Benefits of Wheat in Your Crop Rotation

There are several agronomic advantages when considering adding wheat into your crop rotation. The period when winter wheat needs the most water, the flowering and early grain-fill stage, coincides with the time of year when most areas normally receive the most rain, May and June. As a result, winter wheat usually produces a crop when irrigation is limited. Most of the groundwater-irrigated land will be subject to allocations of 14 to 16 inches of water for at least the next several years. 

Winter wheat also can adapt to varying amounts of precipitation. 

Wheat has a lot of ways to make grain and will provide at least half a crop even in the worst years. It also works well in rotation with other crops because its peak water need falls earlier than most summer crops now grown in irrigated rotations. During the growing season, winter wheat is very competitive with warm-season weeds. By the time these weeds come on, winter wheat already has developed enough of a canopy to block the sunlight from reaching the weeds. 

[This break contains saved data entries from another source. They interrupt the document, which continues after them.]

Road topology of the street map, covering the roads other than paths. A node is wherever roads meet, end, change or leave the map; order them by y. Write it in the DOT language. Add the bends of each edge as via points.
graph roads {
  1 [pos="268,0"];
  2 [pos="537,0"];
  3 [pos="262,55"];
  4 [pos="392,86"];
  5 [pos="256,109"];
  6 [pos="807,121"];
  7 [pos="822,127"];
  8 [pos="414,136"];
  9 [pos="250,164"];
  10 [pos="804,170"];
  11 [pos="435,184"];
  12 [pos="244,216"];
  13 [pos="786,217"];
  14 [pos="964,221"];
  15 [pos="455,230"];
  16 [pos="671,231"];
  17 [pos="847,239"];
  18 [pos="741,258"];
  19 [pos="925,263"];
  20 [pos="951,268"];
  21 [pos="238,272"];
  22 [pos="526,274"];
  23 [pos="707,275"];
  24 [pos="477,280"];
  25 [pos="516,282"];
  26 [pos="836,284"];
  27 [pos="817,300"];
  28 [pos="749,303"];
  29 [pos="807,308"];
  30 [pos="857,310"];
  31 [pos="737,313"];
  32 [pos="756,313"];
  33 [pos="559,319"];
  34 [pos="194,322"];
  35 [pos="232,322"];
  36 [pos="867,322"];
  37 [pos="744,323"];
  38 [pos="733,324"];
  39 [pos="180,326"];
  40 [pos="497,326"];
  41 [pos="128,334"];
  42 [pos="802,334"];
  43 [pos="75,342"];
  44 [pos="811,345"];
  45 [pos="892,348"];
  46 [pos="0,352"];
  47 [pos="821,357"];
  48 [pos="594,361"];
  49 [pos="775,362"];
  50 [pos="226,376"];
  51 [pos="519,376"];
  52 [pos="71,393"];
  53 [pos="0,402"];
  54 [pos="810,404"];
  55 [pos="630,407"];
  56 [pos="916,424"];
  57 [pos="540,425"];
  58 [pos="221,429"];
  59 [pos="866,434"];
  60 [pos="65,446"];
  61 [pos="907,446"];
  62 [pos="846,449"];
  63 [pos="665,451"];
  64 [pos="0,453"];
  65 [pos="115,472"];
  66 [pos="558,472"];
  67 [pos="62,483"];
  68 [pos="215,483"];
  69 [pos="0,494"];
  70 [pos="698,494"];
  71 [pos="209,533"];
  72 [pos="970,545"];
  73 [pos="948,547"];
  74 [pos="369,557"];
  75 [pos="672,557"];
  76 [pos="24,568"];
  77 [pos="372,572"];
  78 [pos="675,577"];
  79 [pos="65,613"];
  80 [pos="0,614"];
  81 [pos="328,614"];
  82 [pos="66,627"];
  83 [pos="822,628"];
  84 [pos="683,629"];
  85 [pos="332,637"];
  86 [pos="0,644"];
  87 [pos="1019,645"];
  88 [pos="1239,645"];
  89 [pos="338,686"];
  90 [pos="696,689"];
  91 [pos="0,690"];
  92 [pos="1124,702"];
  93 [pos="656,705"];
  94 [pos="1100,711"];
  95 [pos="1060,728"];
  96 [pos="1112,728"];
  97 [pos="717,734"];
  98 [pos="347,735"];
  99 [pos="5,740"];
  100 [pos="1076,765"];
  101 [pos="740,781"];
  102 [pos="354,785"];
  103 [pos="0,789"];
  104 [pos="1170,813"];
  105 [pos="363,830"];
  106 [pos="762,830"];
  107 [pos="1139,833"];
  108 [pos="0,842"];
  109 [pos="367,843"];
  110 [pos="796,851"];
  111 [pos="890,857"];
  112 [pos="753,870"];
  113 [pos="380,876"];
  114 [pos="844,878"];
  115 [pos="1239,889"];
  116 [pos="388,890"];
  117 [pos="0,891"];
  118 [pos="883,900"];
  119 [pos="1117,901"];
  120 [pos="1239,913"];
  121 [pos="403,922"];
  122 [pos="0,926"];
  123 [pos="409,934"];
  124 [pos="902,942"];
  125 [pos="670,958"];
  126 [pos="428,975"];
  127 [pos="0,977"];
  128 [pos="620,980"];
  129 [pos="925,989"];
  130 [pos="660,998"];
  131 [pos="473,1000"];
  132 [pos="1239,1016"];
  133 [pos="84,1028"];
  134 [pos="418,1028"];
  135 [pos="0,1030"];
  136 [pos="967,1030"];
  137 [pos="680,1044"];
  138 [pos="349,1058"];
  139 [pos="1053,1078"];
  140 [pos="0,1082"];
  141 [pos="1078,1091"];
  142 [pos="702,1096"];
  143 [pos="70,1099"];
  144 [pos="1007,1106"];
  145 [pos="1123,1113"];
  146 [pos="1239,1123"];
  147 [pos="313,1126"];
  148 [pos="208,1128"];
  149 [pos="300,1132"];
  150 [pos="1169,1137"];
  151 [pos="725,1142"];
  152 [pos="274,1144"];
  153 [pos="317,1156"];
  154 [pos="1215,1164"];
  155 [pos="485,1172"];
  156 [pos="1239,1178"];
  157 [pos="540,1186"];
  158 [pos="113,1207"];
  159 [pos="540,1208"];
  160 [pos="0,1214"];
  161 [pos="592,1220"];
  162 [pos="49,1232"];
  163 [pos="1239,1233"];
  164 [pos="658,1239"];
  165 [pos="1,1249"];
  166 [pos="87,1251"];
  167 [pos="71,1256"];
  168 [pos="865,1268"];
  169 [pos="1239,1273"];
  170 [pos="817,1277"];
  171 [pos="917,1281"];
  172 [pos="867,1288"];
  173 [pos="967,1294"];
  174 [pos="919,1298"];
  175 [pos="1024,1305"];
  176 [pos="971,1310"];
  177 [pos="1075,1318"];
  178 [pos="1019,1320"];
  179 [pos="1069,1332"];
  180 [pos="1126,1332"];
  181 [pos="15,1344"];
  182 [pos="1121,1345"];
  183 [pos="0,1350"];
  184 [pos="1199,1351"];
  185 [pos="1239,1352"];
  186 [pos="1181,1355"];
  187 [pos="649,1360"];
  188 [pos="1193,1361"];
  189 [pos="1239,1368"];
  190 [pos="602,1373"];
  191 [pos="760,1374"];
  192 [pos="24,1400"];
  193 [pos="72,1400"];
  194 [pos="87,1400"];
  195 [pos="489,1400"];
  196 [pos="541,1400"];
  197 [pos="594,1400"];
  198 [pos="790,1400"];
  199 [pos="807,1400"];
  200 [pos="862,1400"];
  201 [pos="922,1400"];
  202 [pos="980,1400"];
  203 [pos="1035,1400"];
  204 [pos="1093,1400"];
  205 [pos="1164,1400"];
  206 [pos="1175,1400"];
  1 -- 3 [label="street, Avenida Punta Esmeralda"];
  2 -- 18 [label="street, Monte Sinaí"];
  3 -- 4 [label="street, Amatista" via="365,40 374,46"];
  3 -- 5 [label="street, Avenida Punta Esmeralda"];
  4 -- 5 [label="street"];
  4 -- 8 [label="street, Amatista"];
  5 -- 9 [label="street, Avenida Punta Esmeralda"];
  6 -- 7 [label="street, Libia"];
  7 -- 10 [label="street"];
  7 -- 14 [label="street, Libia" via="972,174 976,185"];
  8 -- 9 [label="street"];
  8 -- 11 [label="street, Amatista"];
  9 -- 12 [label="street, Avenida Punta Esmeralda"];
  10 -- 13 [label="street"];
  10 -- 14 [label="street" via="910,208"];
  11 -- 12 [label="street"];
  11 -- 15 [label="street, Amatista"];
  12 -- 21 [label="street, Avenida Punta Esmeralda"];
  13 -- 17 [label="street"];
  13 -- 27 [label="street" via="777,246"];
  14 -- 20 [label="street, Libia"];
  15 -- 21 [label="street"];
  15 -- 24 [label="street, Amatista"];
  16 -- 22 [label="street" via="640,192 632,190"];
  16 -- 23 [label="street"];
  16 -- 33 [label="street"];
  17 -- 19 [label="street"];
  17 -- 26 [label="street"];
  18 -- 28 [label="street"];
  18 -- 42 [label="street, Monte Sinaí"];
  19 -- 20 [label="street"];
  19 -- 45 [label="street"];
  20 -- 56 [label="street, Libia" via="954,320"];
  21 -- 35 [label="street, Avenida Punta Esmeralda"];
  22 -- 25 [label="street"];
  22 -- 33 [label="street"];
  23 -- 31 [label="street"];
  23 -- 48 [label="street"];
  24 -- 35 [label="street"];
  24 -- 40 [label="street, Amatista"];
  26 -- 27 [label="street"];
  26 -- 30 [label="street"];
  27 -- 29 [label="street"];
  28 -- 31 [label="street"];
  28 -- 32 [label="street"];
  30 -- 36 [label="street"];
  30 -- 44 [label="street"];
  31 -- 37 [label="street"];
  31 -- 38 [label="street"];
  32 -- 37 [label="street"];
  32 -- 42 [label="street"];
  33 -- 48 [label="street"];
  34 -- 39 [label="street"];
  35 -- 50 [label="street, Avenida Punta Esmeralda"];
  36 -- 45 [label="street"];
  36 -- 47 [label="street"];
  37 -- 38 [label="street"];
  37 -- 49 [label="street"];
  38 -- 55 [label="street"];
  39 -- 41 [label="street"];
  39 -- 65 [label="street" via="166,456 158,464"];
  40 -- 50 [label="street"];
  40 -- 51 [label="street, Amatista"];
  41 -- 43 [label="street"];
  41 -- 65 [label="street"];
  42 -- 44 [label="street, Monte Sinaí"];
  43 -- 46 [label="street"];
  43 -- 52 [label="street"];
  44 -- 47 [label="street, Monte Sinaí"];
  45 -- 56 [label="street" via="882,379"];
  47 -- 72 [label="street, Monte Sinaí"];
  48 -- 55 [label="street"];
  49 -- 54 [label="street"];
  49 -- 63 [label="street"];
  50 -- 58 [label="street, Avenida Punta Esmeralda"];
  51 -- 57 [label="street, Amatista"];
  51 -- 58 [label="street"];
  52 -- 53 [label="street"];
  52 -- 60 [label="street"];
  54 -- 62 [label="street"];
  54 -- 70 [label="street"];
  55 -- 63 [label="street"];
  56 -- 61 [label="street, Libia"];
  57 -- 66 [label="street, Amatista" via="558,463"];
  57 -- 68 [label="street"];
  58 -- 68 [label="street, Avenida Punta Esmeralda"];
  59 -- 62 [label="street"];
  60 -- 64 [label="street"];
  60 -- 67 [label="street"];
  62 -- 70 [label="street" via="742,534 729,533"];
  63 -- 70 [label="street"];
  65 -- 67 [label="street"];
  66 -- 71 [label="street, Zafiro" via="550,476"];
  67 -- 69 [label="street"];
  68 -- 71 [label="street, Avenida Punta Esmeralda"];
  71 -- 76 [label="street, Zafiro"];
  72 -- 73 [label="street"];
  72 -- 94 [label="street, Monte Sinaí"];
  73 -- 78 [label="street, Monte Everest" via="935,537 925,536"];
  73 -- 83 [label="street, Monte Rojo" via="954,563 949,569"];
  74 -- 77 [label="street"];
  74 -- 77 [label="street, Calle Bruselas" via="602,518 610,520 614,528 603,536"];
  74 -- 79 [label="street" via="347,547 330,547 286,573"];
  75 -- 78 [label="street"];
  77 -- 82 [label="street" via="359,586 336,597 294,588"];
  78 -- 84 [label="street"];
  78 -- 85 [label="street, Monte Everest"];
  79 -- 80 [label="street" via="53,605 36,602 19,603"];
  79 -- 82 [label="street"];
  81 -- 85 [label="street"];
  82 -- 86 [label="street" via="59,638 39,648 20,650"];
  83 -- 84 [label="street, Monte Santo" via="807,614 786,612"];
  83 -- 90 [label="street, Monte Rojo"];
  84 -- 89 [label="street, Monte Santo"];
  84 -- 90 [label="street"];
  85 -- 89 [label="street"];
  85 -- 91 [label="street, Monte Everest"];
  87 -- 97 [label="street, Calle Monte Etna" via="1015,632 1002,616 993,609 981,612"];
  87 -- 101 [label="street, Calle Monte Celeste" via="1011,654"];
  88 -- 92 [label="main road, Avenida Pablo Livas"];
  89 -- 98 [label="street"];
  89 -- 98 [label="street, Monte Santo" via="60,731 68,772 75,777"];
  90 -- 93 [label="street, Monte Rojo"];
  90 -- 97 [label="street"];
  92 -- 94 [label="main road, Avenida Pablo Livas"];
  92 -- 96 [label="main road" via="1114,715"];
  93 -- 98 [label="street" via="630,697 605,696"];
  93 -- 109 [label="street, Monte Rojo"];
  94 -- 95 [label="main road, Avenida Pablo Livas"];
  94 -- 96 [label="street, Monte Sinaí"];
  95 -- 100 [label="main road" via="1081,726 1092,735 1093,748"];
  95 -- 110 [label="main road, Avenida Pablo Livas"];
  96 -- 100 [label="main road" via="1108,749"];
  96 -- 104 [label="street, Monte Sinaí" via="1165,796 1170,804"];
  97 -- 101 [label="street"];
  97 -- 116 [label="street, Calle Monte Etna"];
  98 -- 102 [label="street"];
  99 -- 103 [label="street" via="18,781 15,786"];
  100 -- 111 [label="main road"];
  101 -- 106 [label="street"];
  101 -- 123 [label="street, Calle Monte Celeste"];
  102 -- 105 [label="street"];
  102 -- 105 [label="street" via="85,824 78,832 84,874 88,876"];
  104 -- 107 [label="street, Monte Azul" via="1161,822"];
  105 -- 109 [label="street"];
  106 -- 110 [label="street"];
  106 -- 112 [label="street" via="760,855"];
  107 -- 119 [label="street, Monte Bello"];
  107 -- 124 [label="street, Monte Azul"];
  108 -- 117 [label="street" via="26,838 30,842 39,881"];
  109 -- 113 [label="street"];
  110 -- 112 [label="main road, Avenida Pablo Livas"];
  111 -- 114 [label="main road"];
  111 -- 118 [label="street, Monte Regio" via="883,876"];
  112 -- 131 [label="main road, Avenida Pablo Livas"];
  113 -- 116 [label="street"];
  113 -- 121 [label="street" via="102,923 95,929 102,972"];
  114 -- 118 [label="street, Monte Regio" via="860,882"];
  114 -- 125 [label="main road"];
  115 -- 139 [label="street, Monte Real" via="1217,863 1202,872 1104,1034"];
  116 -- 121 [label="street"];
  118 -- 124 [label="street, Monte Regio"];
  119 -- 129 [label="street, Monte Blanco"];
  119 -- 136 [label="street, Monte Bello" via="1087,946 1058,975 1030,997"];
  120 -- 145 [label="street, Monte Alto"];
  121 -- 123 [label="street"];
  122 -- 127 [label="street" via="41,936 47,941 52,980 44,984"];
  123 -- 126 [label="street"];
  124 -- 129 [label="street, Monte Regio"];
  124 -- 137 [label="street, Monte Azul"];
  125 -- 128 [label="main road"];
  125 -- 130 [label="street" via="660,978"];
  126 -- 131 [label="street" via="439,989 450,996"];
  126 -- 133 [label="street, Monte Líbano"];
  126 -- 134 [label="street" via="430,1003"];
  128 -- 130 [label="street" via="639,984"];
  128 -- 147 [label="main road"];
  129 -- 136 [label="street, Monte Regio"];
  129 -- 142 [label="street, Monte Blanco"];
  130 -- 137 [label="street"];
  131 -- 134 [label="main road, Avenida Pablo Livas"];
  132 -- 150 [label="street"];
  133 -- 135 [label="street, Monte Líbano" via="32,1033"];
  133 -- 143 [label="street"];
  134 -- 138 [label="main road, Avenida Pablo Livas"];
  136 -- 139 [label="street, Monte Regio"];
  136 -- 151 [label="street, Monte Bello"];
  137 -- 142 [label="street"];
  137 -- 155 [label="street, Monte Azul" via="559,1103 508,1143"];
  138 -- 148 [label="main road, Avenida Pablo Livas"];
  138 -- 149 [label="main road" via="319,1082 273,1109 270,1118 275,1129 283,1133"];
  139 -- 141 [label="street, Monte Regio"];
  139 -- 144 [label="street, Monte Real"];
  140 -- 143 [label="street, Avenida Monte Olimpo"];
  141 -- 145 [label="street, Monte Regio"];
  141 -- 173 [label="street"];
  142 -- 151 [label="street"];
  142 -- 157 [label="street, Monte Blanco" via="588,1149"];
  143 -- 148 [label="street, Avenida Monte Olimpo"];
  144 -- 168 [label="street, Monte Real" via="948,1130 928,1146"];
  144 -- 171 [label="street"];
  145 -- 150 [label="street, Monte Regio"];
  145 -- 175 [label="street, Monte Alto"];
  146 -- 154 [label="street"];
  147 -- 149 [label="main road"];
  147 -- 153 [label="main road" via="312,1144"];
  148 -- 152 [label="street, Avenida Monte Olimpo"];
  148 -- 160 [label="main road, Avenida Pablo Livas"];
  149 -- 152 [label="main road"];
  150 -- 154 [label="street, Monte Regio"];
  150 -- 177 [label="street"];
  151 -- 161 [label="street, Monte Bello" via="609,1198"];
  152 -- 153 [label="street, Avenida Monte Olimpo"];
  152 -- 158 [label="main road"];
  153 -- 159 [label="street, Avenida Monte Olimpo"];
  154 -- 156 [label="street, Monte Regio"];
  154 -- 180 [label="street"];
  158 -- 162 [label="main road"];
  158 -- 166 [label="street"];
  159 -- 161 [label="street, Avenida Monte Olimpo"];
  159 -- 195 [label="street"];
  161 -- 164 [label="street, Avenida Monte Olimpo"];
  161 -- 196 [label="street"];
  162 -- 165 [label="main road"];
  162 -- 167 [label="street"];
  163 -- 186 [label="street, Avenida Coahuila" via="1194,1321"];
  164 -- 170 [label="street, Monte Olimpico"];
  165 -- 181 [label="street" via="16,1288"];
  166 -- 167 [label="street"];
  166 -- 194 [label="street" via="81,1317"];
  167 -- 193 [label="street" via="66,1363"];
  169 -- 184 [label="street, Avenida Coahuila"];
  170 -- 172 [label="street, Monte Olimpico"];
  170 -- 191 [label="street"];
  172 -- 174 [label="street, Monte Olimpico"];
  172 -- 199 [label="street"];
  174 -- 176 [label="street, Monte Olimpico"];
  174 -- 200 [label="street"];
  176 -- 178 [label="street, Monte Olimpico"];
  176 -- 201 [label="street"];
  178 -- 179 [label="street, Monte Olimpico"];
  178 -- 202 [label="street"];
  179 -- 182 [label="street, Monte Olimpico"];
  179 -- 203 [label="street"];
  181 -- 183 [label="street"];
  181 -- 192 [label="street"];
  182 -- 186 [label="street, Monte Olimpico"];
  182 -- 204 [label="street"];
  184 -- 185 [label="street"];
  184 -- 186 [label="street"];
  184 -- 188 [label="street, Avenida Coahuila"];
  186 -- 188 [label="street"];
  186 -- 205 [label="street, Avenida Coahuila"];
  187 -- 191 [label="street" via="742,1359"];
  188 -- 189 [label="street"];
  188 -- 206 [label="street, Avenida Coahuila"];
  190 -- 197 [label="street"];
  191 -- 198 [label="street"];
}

Introducing wheat into more traditional irrigated crop rotations is advantageous with farmers’ existing schedules and workloads. Winter wheat can spread the workload for producers of irrigated row crops. It is planted in September, following dry bean harvest. 

Winter wheat also will fit into double-crop and relay-crop rotation systems. Under irrigated conditions, a forage crop can be planted following wheat harvest in July, enabling a farmer to produce two crops in one year.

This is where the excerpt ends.